(Collected data entries)
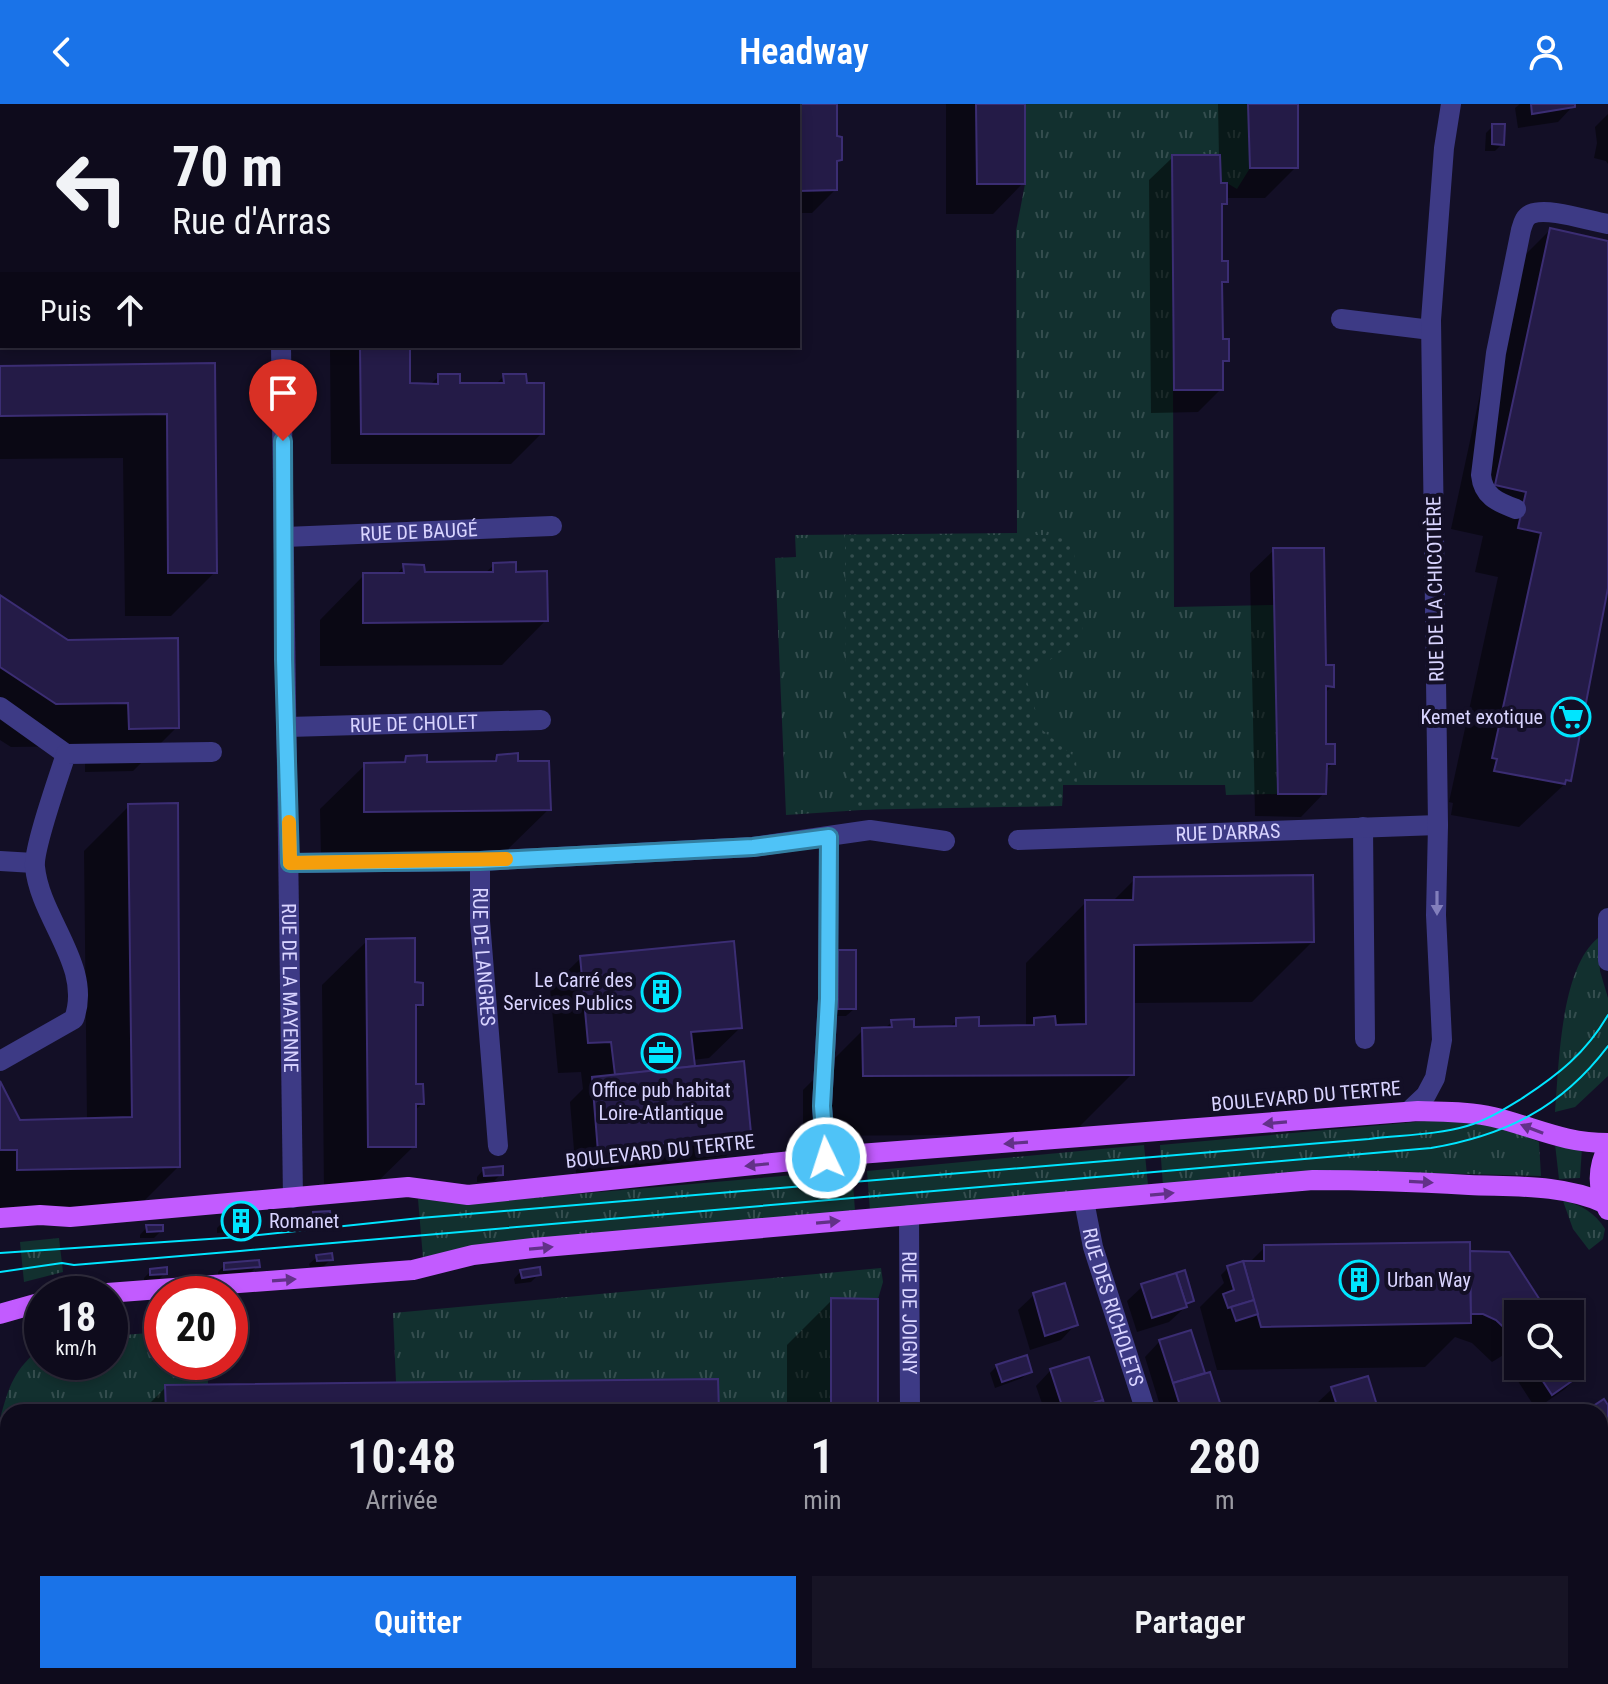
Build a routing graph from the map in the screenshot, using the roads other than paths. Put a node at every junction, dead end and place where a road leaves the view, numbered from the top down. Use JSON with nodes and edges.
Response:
{"nodes":[{"id":1,"x":1451,"y":104,"type":"edge"},
{"id":2,"x":1608,"y":224,"type":"edge"},
{"id":3,"x":1341,"y":319,"type":"dead end"},
{"id":4,"x":1431,"y":330,"type":"junction"},
{"id":5,"x":281,"y":348,"type":"edge"},
{"id":6,"x":1516,"y":509,"type":"dead end"},
{"id":7,"x":552,"y":526,"type":"dead end"},
{"id":8,"x":285,"y":537,"type":"junction"},
{"id":9,"x":0,"y":707,"type":"edge"},
{"id":10,"x":541,"y":720,"type":"dead end"},
{"id":11,"x":288,"y":727,"type":"junction"},
{"id":12,"x":212,"y":752,"type":"dead end"},
{"id":13,"x":66,"y":754,"type":"junction"},
{"id":14,"x":1438,"y":825,"type":"junction"},
{"id":15,"x":1363,"y":827,"type":"junction"},
{"id":16,"x":829,"y":837,"type":"junction"},
{"id":17,"x":1018,"y":840,"type":"dead end"},
{"id":18,"x":945,"y":841,"type":"dead end"},
{"id":19,"x":0,"y":861,"type":"edge"},
{"id":20,"x":480,"y":861,"type":"junction"},
{"id":21,"x":34,"y":863,"type":"junction"},
{"id":22,"x":290,"y":863,"type":"junction"},
{"id":23,"x":1608,"y":918,"type":"edge"},
{"id":24,"x":1608,"y":961,"type":"edge"},
{"id":25,"x":1365,"y":1039,"type":"dead end"},
{"id":26,"x":0,"y":1061,"type":"edge"},
{"id":27,"x":1408,"y":1112,"type":"junction"},
{"id":28,"x":1608,"y":1145,"type":"edge"},
{"id":29,"x":498,"y":1146,"type":"dead end"},
{"id":30,"x":826,"y":1158,"type":"junction"},
{"id":31,"x":293,"y":1198,"type":"junction"},
{"id":32,"x":1084,"y":1201,"type":"junction"},
{"id":33,"x":1606,"y":1206,"type":"edge"},
{"id":34,"x":909,"y":1215,"type":"junction"},
{"id":35,"x":0,"y":1218,"type":"edge"},
{"id":36,"x":128,"y":1291,"type":"edge"},
{"id":37,"x":24,"y":1307,"type":"edge"},
{"id":38,"x":0,"y":1314,"type":"edge"},
{"id":39,"x":910,"y":1404,"type":"edge"},
{"id":40,"x":1143,"y":1404,"type":"edge"}],
"edges":[{"from":1,"to":4,"type":"street","name":"RUE DE LA CHICOTIÈRE"},
{"from":2,"to":6,"type":"street"},
{"from":3,"to":4,"type":"street"},
{"from":4,"to":14,"type":"street","name":"RUE DE LA CHICOTIÈRE"},
{"from":5,"to":8,"type":"street","name":"RUE DE LA MAYENNE"},
{"from":7,"to":8,"type":"street","name":"RUE DE BAUGÉ"},
{"from":8,"to":11,"type":"street","name":"RUE DE LA MAYENNE"},
{"from":9,"to":13,"type":"street"},
{"from":10,"to":11,"type":"street","name":"RUE DE CHOLET"},
{"from":11,"to":22,"type":"street","name":"RUE DE LA MAYENNE"},
{"from":12,"to":13,"type":"street"},
{"from":13,"to":21,"type":"street"},
{"from":14,"to":15,"type":"street","name":"RUE D'ARRAS"},
{"from":14,"to":27,"type":"street","name":"RUE DE LA CHICOTIÈRE","one_way":true},
{"from":15,"to":17,"type":"street","name":"RUE D'ARRAS"},
{"from":15,"to":25,"type":"street"},
{"from":16,"to":18,"type":"street"},
{"from":16,"to":20,"type":"street"},
{"from":16,"to":30,"type":"street"},
{"from":19,"to":21,"type":"street"},
{"from":20,"to":22,"type":"street","name":"RUE DE LANGRES"},
{"from":20,"to":29,"type":"street","name":"RUE DE LANGRES"},
{"from":21,"to":26,"type":"street"},
{"from":22,"to":31,"type":"street","name":"RUE DE LA MAYENNE"},
{"from":23,"to":24,"type":"street"},
{"from":28,"to":27,"type":"main road","name":"BOULEVARD DU TERTRE","one_way":true},
{"from":27,"to":30,"type":"main road","name":"BOULEVARD DU TERTRE","one_way":true},
{"from":28,"to":33,"type":"main road"},
{"from":30,"to":31,"type":"main road","name":"BOULEVARD DU TERTRE","one_way":true},
{"from":31,"to":35,"type":"main road","name":"BOULEVARD DU TERTRE"},
{"from":32,"to":33,"type":"main road","one_way":true},
{"from":32,"to":34,"type":"main road"},
{"from":32,"to":40,"type":"street","name":"RUE DES RICHOLETS"},
{"from":36,"to":34,"type":"main road","one_way":true},
{"from":34,"to":39,"type":"street","name":"RUE DE JOIGNY"},
{"from":37,"to":38,"type":"main road"}]}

Task prompt
The answer should hold every entry exactly as given and no pictures at all.

Solution below
Build a routing graph from the map in the screenshot, using the roads other than paths. Put a node at every junction, dead end and place where a road leaves the view, numbered from the top down. Use JSON with nodes and edges.
Response:
{"nodes":[{"id":1,"x":1451,"y":104,"type":"edge"},
{"id":2,"x":1608,"y":224,"type":"edge"},
{"id":3,"x":1341,"y":319,"type":"dead end"},
{"id":4,"x":1431,"y":330,"type":"junction"},
{"id":5,"x":281,"y":348,"type":"edge"},
{"id":6,"x":1516,"y":509,"type":"dead end"},
{"id":7,"x":552,"y":526,"type":"dead end"},
{"id":8,"x":285,"y":537,"type":"junction"},
{"id":9,"x":0,"y":707,"type":"edge"},
{"id":10,"x":541,"y":720,"type":"dead end"},
{"id":11,"x":288,"y":727,"type":"junction"},
{"id":12,"x":212,"y":752,"type":"dead end"},
{"id":13,"x":66,"y":754,"type":"junction"},
{"id":14,"x":1438,"y":825,"type":"junction"},
{"id":15,"x":1363,"y":827,"type":"junction"},
{"id":16,"x":829,"y":837,"type":"junction"},
{"id":17,"x":1018,"y":840,"type":"dead end"},
{"id":18,"x":945,"y":841,"type":"dead end"},
{"id":19,"x":0,"y":861,"type":"edge"},
{"id":20,"x":480,"y":861,"type":"junction"},
{"id":21,"x":34,"y":863,"type":"junction"},
{"id":22,"x":290,"y":863,"type":"junction"},
{"id":23,"x":1608,"y":918,"type":"edge"},
{"id":24,"x":1608,"y":961,"type":"edge"},
{"id":25,"x":1365,"y":1039,"type":"dead end"},
{"id":26,"x":0,"y":1061,"type":"edge"},
{"id":27,"x":1408,"y":1112,"type":"junction"},
{"id":28,"x":1608,"y":1145,"type":"edge"},
{"id":29,"x":498,"y":1146,"type":"dead end"},
{"id":30,"x":826,"y":1158,"type":"junction"},
{"id":31,"x":293,"y":1198,"type":"junction"},
{"id":32,"x":1084,"y":1201,"type":"junction"},
{"id":33,"x":1606,"y":1206,"type":"edge"},
{"id":34,"x":909,"y":1215,"type":"junction"},
{"id":35,"x":0,"y":1218,"type":"edge"},
{"id":36,"x":128,"y":1291,"type":"edge"},
{"id":37,"x":24,"y":1307,"type":"edge"},
{"id":38,"x":0,"y":1314,"type":"edge"},
{"id":39,"x":910,"y":1404,"type":"edge"},
{"id":40,"x":1143,"y":1404,"type":"edge"}],
"edges":[{"from":1,"to":4,"type":"street","name":"RUE DE LA CHICOTIÈRE"},
{"from":2,"to":6,"type":"street"},
{"from":3,"to":4,"type":"street"},
{"from":4,"to":14,"type":"street","name":"RUE DE LA CHICOTIÈRE"},
{"from":5,"to":8,"type":"street","name":"RUE DE LA MAYENNE"},
{"from":7,"to":8,"type":"street","name":"RUE DE BAUGÉ"},
{"from":8,"to":11,"type":"street","name":"RUE DE LA MAYENNE"},
{"from":9,"to":13,"type":"street"},
{"from":10,"to":11,"type":"street","name":"RUE DE CHOLET"},
{"from":11,"to":22,"type":"street","name":"RUE DE LA MAYENNE"},
{"from":12,"to":13,"type":"street"},
{"from":13,"to":21,"type":"street"},
{"from":14,"to":15,"type":"street","name":"RUE D'ARRAS"},
{"from":14,"to":27,"type":"street","name":"RUE DE LA CHICOTIÈRE","one_way":true},
{"from":15,"to":17,"type":"street","name":"RUE D'ARRAS"},
{"from":15,"to":25,"type":"street"},
{"from":16,"to":18,"type":"street"},
{"from":16,"to":20,"type":"street"},
{"from":16,"to":30,"type":"street"},
{"from":19,"to":21,"type":"street"},
{"from":20,"to":22,"type":"street","name":"RUE DE LANGRES"},
{"from":20,"to":29,"type":"street","name":"RUE DE LANGRES"},
{"from":21,"to":26,"type":"street"},
{"from":22,"to":31,"type":"street","name":"RUE DE LA MAYENNE"},
{"from":23,"to":24,"type":"street"},
{"from":28,"to":27,"type":"main road","name":"BOULEVARD DU TERTRE","one_way":true},
{"from":27,"to":30,"type":"main road","name":"BOULEVARD DU TERTRE","one_way":true},
{"from":28,"to":33,"type":"main road"},
{"from":30,"to":31,"type":"main road","name":"BOULEVARD DU TERTRE","one_way":true},
{"from":31,"to":35,"type":"main road","name":"BOULEVARD DU TERTRE"},
{"from":32,"to":33,"type":"main road","one_way":true},
{"from":32,"to":34,"type":"main road"},
{"from":32,"to":40,"type":"street","name":"RUE DES RICHOLETS"},
{"from":36,"to":34,"type":"main road","one_way":true},
{"from":34,"to":39,"type":"street","name":"RUE DE JOIGNY"},
{"from":37,"to":38,"type":"main road"}]}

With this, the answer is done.